The CPU can execute a process when it is in the running or ready state (ready processes just need to be scheduled).

Process Creation

Processes form a tree: a parent creates children. On UNIX, init is the root of all processes. On Android, Zygote is the parent of all app processes (each app is forked from Zygote).

Two fundamental mechanisms:

  • fork — creates a new child process by copying the parent’s PCB. Both parent and child resume execution at the instruction immediately after the fork call (same PC value).

  • exec — replaces the child’s memory image with a new program. The child’s PC is set to the first instruction of the new program.

Typical pattern: fork to create a process, then exec to load a new program into it.

CPU Scheduling

The CPU scheduler decides which ready process runs next and for how long. Its operations:

  1. Preempt the running process (interrupt and save context)

  2. Schedule — run a scheduling algorithm to pick the next process

  3. Dispatch — context-switch to the chosen process

The scheduler must be efficient — time spent scheduling is overhead, not useful work.

Timeslice and Efficiency

If each process runs for time Tp and scheduling takes Tsched:

  • CPU utilization = (total Tp) / (total Tp + total Tsched)

  • If Tp = Tsched → only 50% useful work

  • If Tp = 10 × Tsched → ~91% useful work

Longer timeslices reduce scheduling overhead but may hurt responsiveness.

I/O and Scheduling

When a process issues an I/O request, it moves to the waiting state (placed on the I/O device’s queue).
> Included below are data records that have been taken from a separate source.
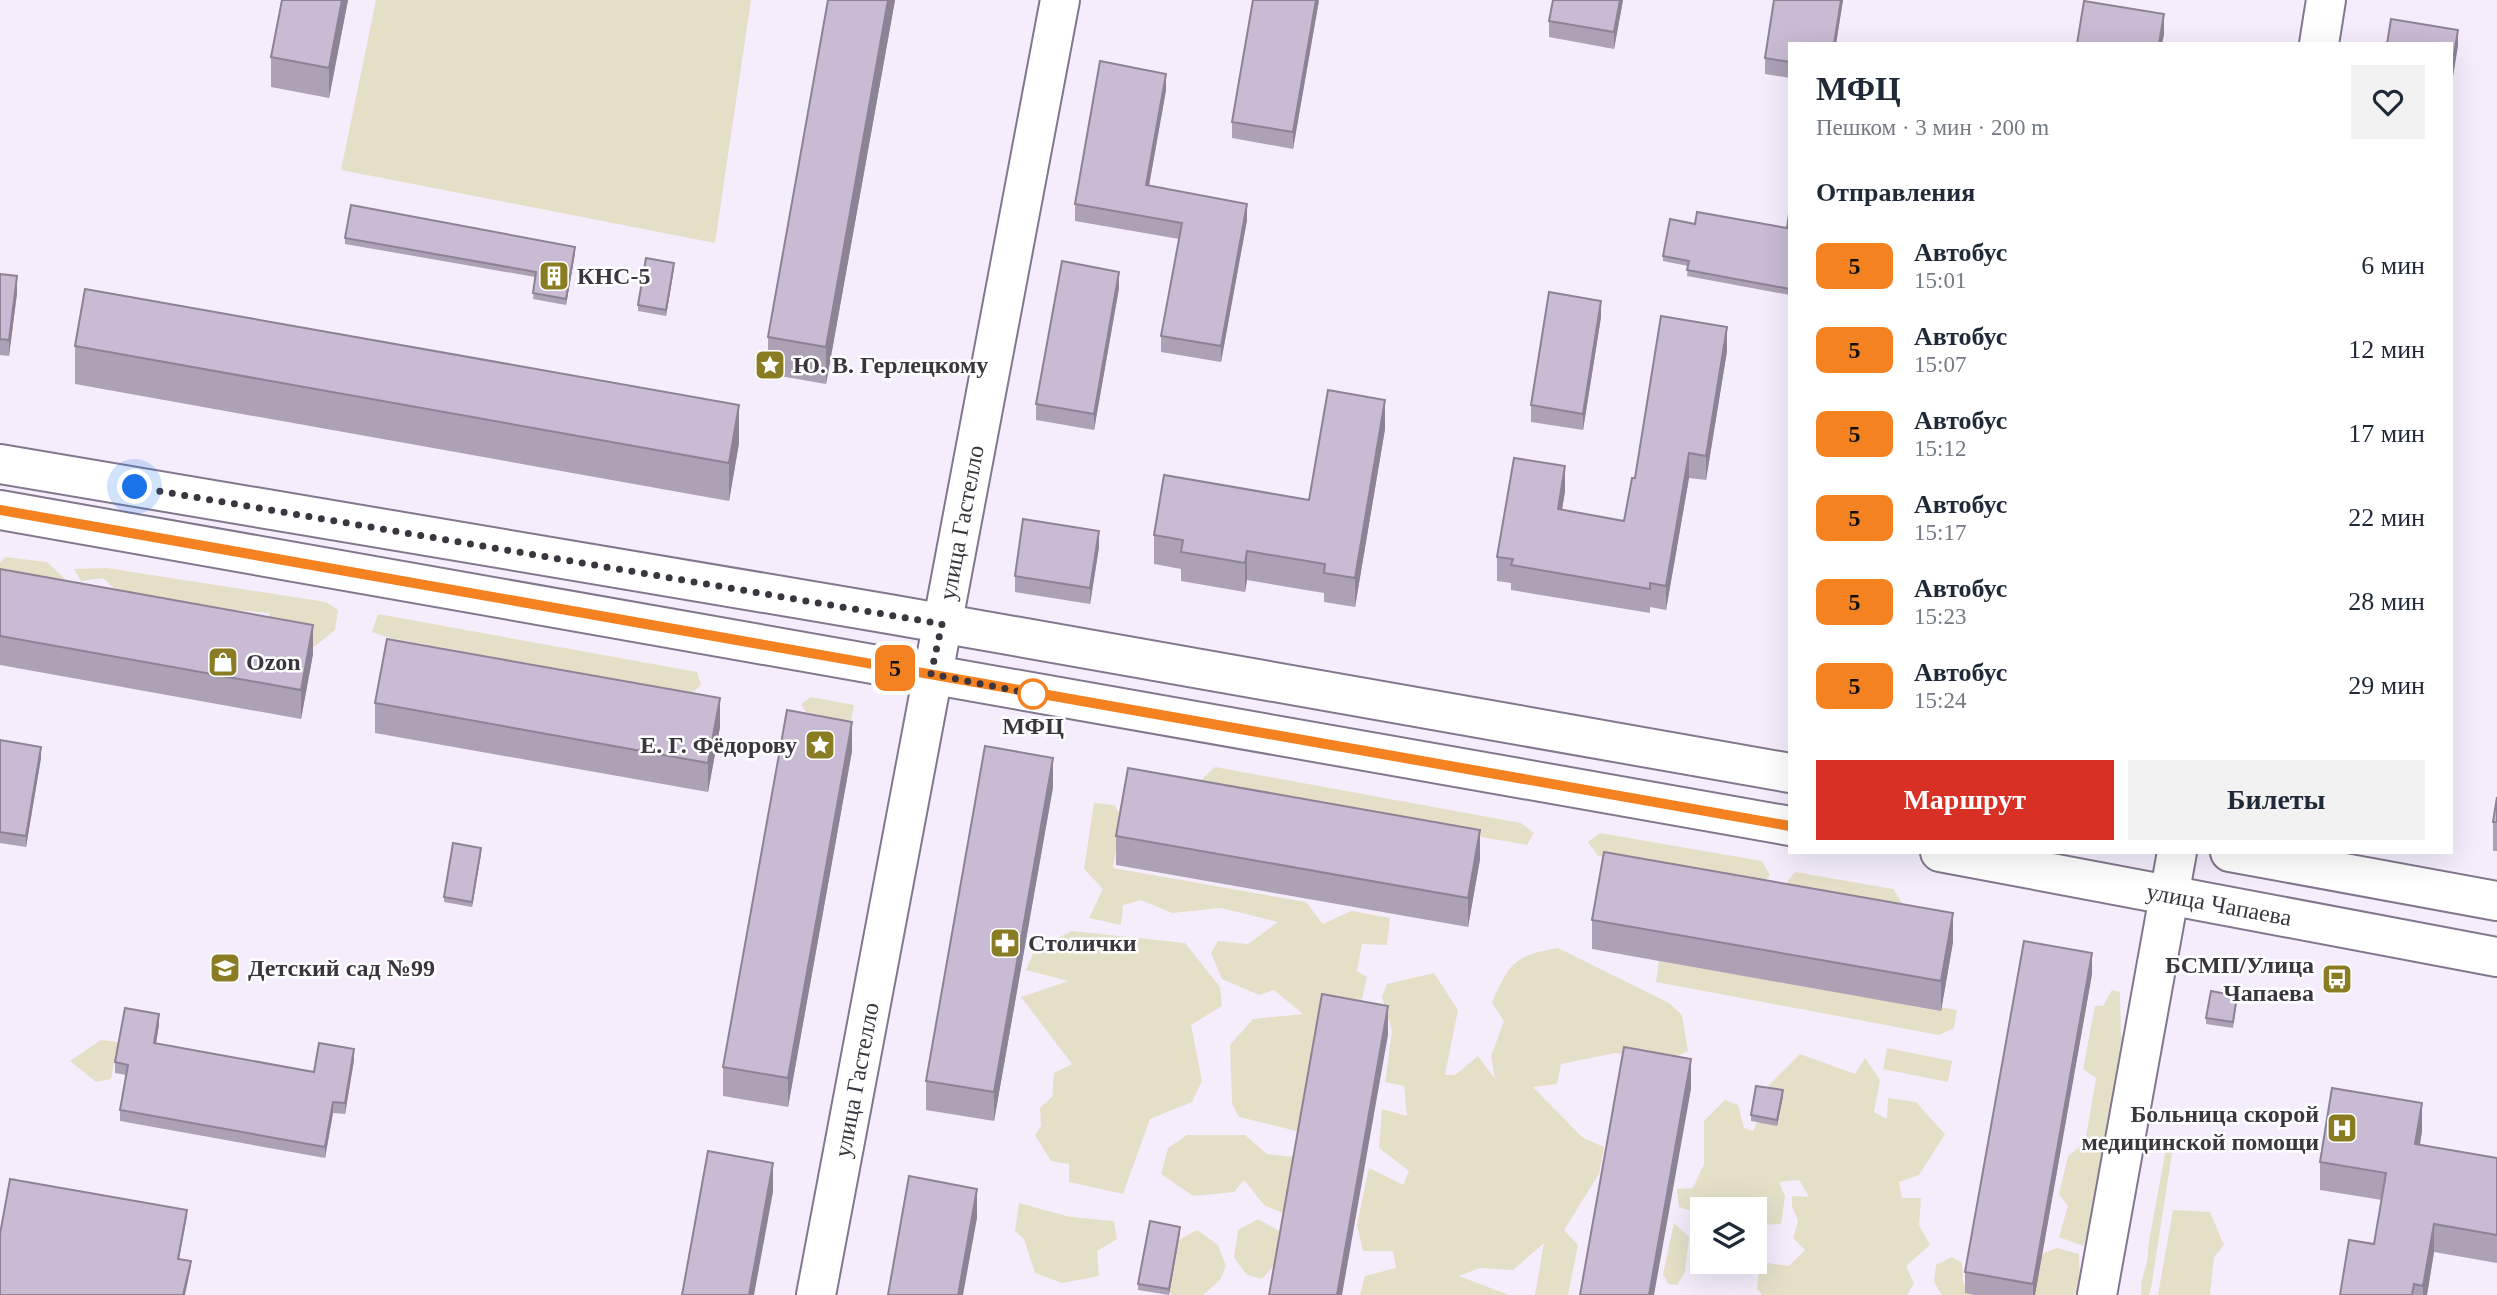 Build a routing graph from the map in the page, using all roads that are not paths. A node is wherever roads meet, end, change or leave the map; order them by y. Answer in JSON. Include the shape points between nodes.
{"nodes":[{"id":1,"x":1060,"y":0,"type":"edge"},
{"id":2,"x":2326,"y":0,"type":"edge"},
{"id":3,"x":2319,"y":42,"type":"edge"},
{"id":4,"x":0,"y":464,"type":"edge"},
{"id":5,"x":0,"y":510,"type":"edge"},
{"id":6,"x":942,"y":624,"type":"junction"},
{"id":7,"x":931,"y":674,"type":"junction"},
{"id":8,"x":1788,"y":772,"type":"edge"},
{"id":9,"x":1788,"y":826,"type":"edge"},
{"id":10,"x":1951,"y":854,"type":"edge"},
{"id":11,"x":2177,"y":854,"type":"edge"},
{"id":12,"x":2241,"y":854,"type":"edge"},
{"id":13,"x":2170,"y":895,"type":"junction"},
{"id":14,"x":2497,"y":901,"type":"edge"},
{"id":15,"x":2497,"y":957,"type":"edge"},
{"id":16,"x":816,"y":1295,"type":"edge"},
{"id":17,"x":2097,"y":1295,"type":"edge"}],
"edges":[{"from":1,"to":6,"type":"street","name":"улица Гастелло"},
{"from":2,"to":3,"type":"street"},
{"from":4,"to":6,"type":"street"},
{"from":5,"to":7,"type":"street"},
{"from":6,"to":7,"type":"street","name":"улица Гастелло"},
{"from":6,"to":8,"type":"street"},
{"from":7,"to":9,"type":"street"},
{"from":7,"to":16,"type":"street","name":"улица Гастелло"},
{"from":10,"to":13,"type":"street","name":"улица Чапаева"},
{"from":11,"to":13,"type":"street"},
{"from":12,"to":14,"type":"street"},
{"from":13,"to":15,"type":"street","name":"улица Чапаева"},
{"from":13,"to":17,"type":"street"}]} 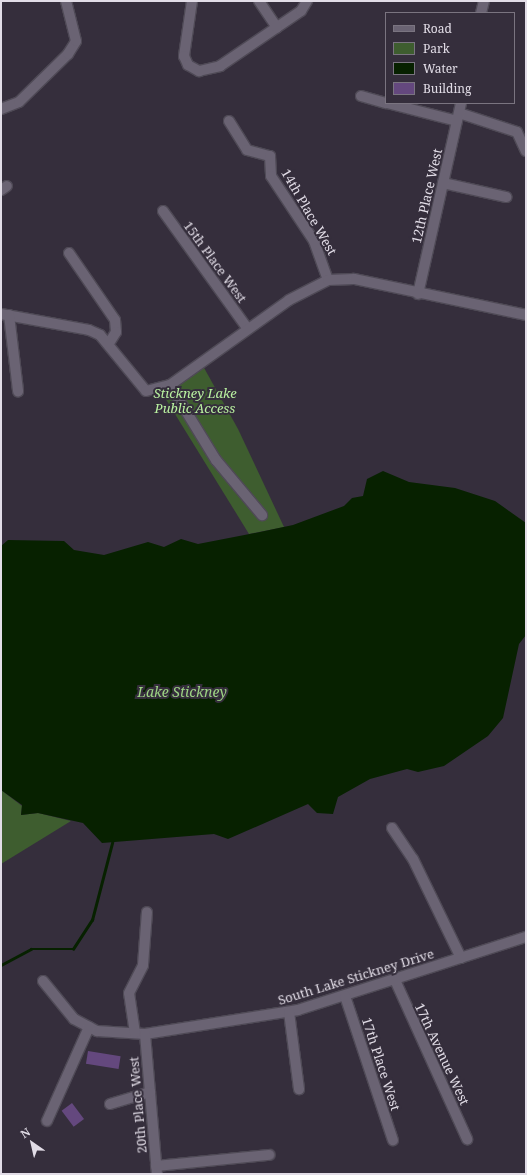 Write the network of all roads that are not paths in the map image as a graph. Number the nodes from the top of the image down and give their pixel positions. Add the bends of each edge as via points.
1 (66, 1) edge
2 (192, 1) edge
3 (259, 1) edge
4 (307, 1) edge
5 (484, 1) edge
6 (481, 12) edge
7 (277, 28) junction
8 (361, 96) dead end
9 (385, 103) edge
10 (394, 104) edge
11 (1, 109) edge
12 (459, 112) edge
13 (229, 121) dead end
14 (521, 131) edge
15 (526, 151) edge
16 (443, 183) junction
17 (506, 197) dead end
18 (163, 211) dead end
19 (69, 253) dead end
20 (328, 280) junction
21 (418, 294) junction
22 (5, 315) edge
23 (526, 315) edge
24 (247, 328) junction
25 (109, 343) junction
26 (170, 386) junction
27 (18, 392) dead end
28 (262, 515) dead end
29 (392, 828) dead end
30 (147, 912) dead end
31 (526, 937) edge
32 (461, 958) junction
33 (395, 980) junction
34 (43, 981) dead end
35 (346, 996) junction
36 (289, 1012) junction
37 (89, 1027) junction
38 (140, 1034) junction
39 (299, 1088) dead end
40 (150, 1092) junction
41 (110, 1104) dead end
42 (47, 1121) dead end
43 (467, 1139) dead end
44 (393, 1140) dead end
45 (269, 1156) dead end
46 (157, 1170) edge

1 - 11 street via 76,41 68,54 19,102
2 - 7 street via 184,56 192,69 220,66
3 - 7 street
4 - 7 street via 301,11
5 - 6 street
8 - 9 street
10 - 12 street
12 - 14 street
12 - 16 street, 12th Place West
13 - 20 street, 14th Place West via 247,150 270,156 271,176 317,247
14 - 15 street
16 - 17 street
16 - 21 street, 12th Place West
18 - 24 street, 15th Place West
19 - 25 street via 115,320 116,332
20 - 21 street via 354,279
20 - 24 street via 289,300
21 - 23 street
22 - 25 street via 89,330
22 - 27 street
24 - 26 street
25 - 26 street via 139,386 146,391
26 - 28 street via 216,460
29 - 32 street via 413,859
30 - 38 street, 20th Place West via 143,965 129,993
31 - 32 street, South Lake Stickney Drive
32 - 33 street, South Lake Stickney Drive
33 - 35 street, South Lake Stickney Drive
33 - 43 street, 17th Avenue West
34 - 37 street, South Lake Stickney Drive via 74,1019
35 - 36 street, South Lake Stickney Drive
35 - 44 street, 17th Place West
36 - 38 street, South Lake Stickney Drive
36 - 39 street
37 - 38 street, South Lake Stickney Drive via 97,1031
37 - 42 street
38 - 40 street, 20th Place West
40 - 41 street
40 - 46 street, 20th Place West
45 - 46 street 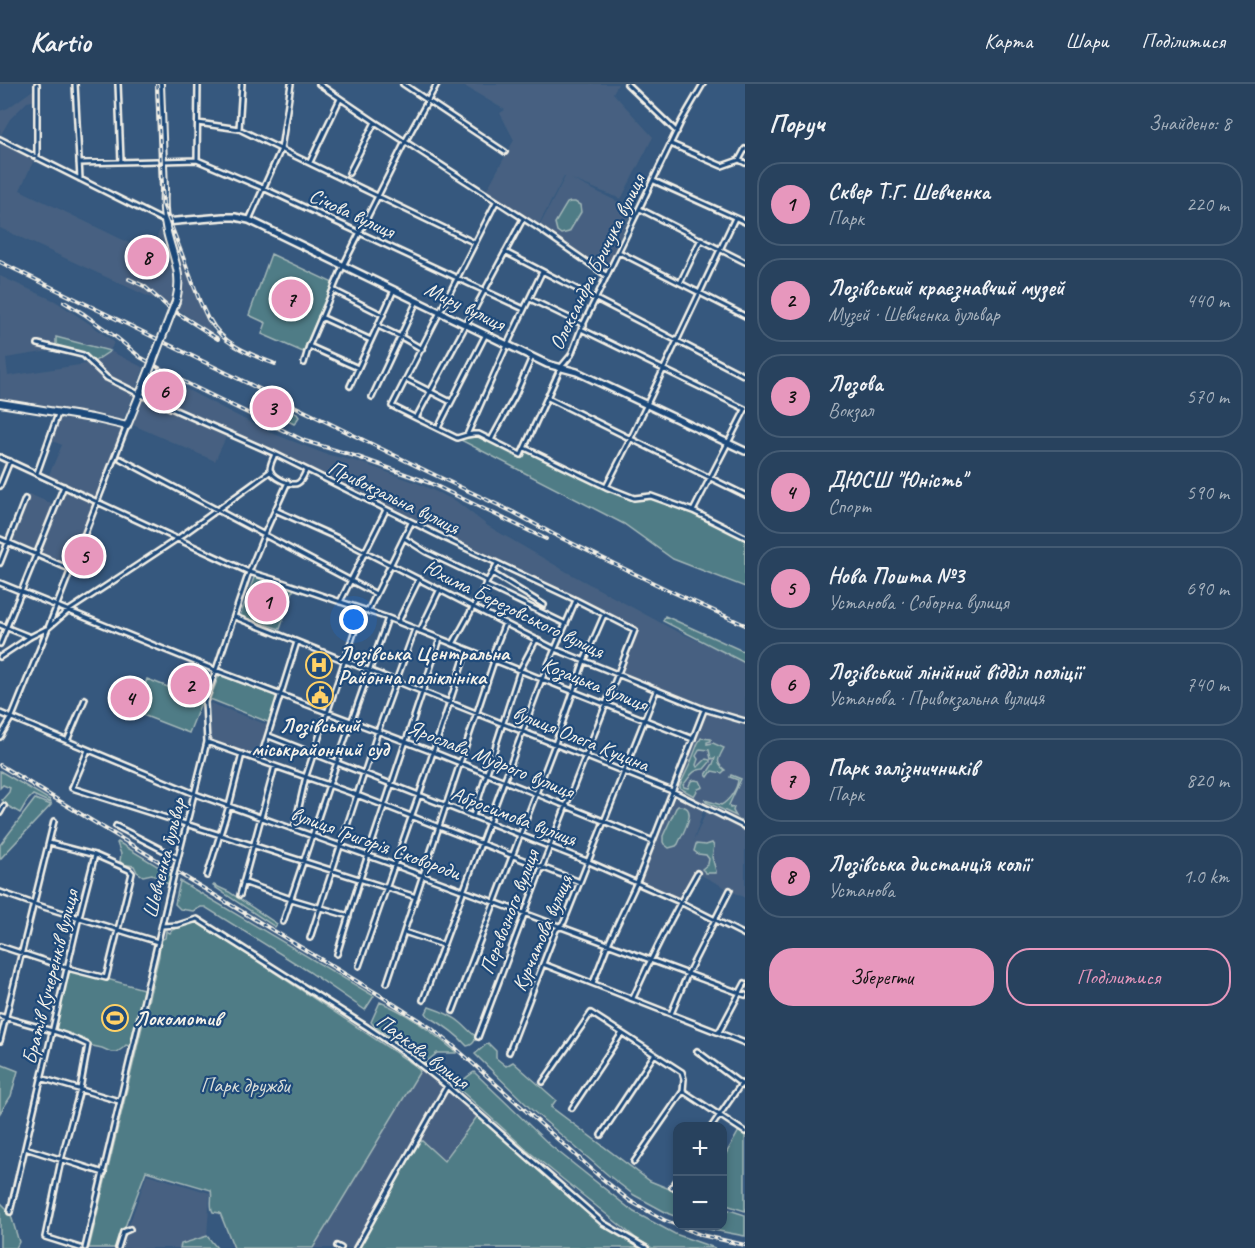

When the I/O completes, it returns to the ready queue.

Paths into the ready queue:

  • I/O completion

  • Time slice expiration (preemption)

  • Process creation (fork)

  • Interrupt occurrence

The scheduler is not responsible for: maintaining I/O queues, or generating the external events that processes wait on (except timer interrupts, which the scheduler controls).

Inter-Process Communication (IPC)

Processes are isolated by the OS (separate address spaces, controlled resource access), but they often need to communicate — especially in multi-process applications (e.g., web server + database backend).

IPC mechanisms transfer data between address spaces while preserving isolation.

Message Passing

The OS provides a shared communication channel (e.g., a buffer). Processes send and recv messages through it.

  • Pro: OS-managed; uniform API (system calls for send/receive)

  • Con: every exchange requires copying data: user space → kernel → user space (overhead)

Shared Memory

The OS maps a memory region into both processes’ address spaces. Processes read/write directly — the OS is out of the data path after setup.

  • Pro: no per-message kernel overhead; fast individual exchanges

  • Con: no OS-enforced API for access — developers must coordinate access (error-prone); the initial mapping setup is expensive

Performance: shared memory is faster per exchange, but the setup cost must be amortized over many messages. For small numbers of exchanges, message passing may be better. The answer is: it depends.